Ginger Spark: Interest in blepharoplasty reflects a broader shift toward structural correction rather than temporary volume fixes. As the eye area receives increasing attention, it also creates opportunities across beauty and accessories. Skincare brands can emphasize actives like retinol, peptides, and daily SPF formulated for the eye area, while accessory brands have an opening to position sunglasses, visors, and hats as protective tools that support long-term eye-area health. In a market focused on prevention and maintenance, these products become part of the same ecosystem surrounding aesthetic treatments.
Healthcare Clinics Are Adding Cosmetic Services Planned Parenthood clinics may soon offer more than reproductive healthcare. According to reporting from Allure and The Wall Street Journal, some locations are exploring cosmetic services such as Botox, fillers, laser hair removal, and IV hydration, alongside existing offerings like birth control, STI testing, and abortion care. The initiative is partly financial. Clinics are looking for ways to offset declining funding and rising operating costs while attracting new patients.
The WSJ also reports that Planned Parenthood Mar Monte is expanding into midlife care through Poppy, a telehealth provider for perimenopausal health. Virtual visits start at $250, and clinicians may prescribe treatments ranging from hormone therapy to weight-management medications, including low-dose Zepbound, with the potential to offer GLP-1s more broadly in the future. The move suggests an effort to reach patients at different stages of life, rather than relying solely on its traditional reproductive health demographic.
Interestingly, the idea of layering services to build stronger health ecosystems is not entirely new. Back in 2018, during graduate school, Michelle worked directly with Planned Parenthood on a concept project that examined analogous models of integrated wellness drawn from spas, gyms, and beauty services.
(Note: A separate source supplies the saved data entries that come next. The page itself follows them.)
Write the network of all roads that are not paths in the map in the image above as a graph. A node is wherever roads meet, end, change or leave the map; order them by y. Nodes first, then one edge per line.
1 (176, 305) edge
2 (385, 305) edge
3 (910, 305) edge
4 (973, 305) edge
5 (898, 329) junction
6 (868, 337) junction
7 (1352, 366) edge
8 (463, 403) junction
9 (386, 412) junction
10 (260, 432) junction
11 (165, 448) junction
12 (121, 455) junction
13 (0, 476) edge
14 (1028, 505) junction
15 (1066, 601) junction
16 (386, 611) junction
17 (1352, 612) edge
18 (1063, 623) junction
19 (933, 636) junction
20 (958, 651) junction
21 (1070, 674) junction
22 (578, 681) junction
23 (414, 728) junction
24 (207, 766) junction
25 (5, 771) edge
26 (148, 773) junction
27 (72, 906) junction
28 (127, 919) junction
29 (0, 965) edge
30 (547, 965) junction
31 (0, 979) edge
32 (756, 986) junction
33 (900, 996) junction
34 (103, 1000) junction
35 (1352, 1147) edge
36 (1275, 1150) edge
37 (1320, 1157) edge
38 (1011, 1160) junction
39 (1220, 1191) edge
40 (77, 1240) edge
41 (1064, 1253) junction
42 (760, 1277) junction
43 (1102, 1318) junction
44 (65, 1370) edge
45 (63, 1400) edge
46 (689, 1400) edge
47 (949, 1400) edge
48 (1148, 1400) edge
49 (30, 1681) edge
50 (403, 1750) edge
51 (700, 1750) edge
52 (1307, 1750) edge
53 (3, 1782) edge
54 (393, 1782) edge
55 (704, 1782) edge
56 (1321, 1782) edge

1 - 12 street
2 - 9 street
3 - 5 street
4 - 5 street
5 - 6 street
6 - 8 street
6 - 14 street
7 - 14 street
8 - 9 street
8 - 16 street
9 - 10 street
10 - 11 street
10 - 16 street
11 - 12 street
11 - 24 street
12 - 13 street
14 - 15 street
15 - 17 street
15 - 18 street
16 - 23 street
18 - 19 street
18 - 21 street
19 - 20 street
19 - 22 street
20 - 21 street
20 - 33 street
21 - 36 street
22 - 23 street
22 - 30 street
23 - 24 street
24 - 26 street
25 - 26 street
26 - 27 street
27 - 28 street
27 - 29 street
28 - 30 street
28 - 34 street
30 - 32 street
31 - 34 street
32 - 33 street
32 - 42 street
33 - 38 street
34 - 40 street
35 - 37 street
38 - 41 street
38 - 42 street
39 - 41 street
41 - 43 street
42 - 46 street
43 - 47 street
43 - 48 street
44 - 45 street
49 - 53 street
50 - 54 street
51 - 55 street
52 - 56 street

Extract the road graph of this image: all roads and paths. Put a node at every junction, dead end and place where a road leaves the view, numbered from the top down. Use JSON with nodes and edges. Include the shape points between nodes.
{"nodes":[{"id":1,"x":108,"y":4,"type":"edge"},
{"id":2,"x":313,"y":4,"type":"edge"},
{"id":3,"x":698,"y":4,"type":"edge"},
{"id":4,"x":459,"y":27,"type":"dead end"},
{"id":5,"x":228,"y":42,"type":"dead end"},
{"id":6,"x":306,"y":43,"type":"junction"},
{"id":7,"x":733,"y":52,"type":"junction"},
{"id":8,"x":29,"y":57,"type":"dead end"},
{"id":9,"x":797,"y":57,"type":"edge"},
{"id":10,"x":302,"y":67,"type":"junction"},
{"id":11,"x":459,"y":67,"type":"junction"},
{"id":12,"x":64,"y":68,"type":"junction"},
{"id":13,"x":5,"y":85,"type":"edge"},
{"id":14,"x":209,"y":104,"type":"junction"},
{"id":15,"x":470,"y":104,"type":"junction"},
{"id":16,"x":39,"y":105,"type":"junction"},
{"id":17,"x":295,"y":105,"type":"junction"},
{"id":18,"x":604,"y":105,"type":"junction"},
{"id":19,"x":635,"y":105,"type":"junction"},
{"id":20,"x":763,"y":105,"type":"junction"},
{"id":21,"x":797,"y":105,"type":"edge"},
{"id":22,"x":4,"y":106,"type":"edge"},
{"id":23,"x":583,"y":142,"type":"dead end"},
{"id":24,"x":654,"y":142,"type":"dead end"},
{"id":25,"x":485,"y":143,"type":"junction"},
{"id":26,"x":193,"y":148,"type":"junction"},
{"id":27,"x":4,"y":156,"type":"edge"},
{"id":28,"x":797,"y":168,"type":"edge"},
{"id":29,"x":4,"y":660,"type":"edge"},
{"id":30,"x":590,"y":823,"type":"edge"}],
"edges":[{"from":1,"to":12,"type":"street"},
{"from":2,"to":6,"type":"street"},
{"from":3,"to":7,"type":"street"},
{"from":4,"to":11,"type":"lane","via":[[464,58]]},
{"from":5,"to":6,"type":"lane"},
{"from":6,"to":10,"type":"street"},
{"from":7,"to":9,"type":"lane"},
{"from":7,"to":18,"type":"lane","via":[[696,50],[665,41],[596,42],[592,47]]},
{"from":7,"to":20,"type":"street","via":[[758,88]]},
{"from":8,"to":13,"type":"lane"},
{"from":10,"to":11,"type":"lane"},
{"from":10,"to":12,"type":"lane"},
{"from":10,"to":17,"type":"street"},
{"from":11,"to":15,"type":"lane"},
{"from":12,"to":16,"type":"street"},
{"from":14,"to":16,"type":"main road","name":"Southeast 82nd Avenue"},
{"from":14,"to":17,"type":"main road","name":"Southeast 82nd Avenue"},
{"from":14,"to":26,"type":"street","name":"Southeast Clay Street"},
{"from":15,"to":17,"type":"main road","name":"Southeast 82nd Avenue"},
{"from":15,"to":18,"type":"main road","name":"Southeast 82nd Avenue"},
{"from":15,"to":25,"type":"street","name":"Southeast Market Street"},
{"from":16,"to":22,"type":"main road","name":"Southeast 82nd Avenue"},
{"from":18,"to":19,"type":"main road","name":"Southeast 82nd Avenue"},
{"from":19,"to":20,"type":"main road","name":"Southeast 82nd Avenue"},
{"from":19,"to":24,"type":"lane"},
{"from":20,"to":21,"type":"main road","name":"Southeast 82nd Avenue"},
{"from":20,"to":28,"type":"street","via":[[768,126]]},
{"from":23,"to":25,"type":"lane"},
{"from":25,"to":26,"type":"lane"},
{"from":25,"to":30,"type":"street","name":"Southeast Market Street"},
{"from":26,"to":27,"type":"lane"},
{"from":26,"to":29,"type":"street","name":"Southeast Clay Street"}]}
The work explored how layered experiences and services could bring people through the door while supporting the financial sustainability of care providers.
Ginger Spark: The real signal is that aesthetic services are becoming a financial engine for healthcare systems. Cosmetic procedures are typically paid out of pocket, making them one of the few medical services with strong margins. As healthcare providers search for more sustainable operating models, beauty treatments may increasingly function as gateway services. They can help subsidize broader care while bringing patients into long-term health ecosystems.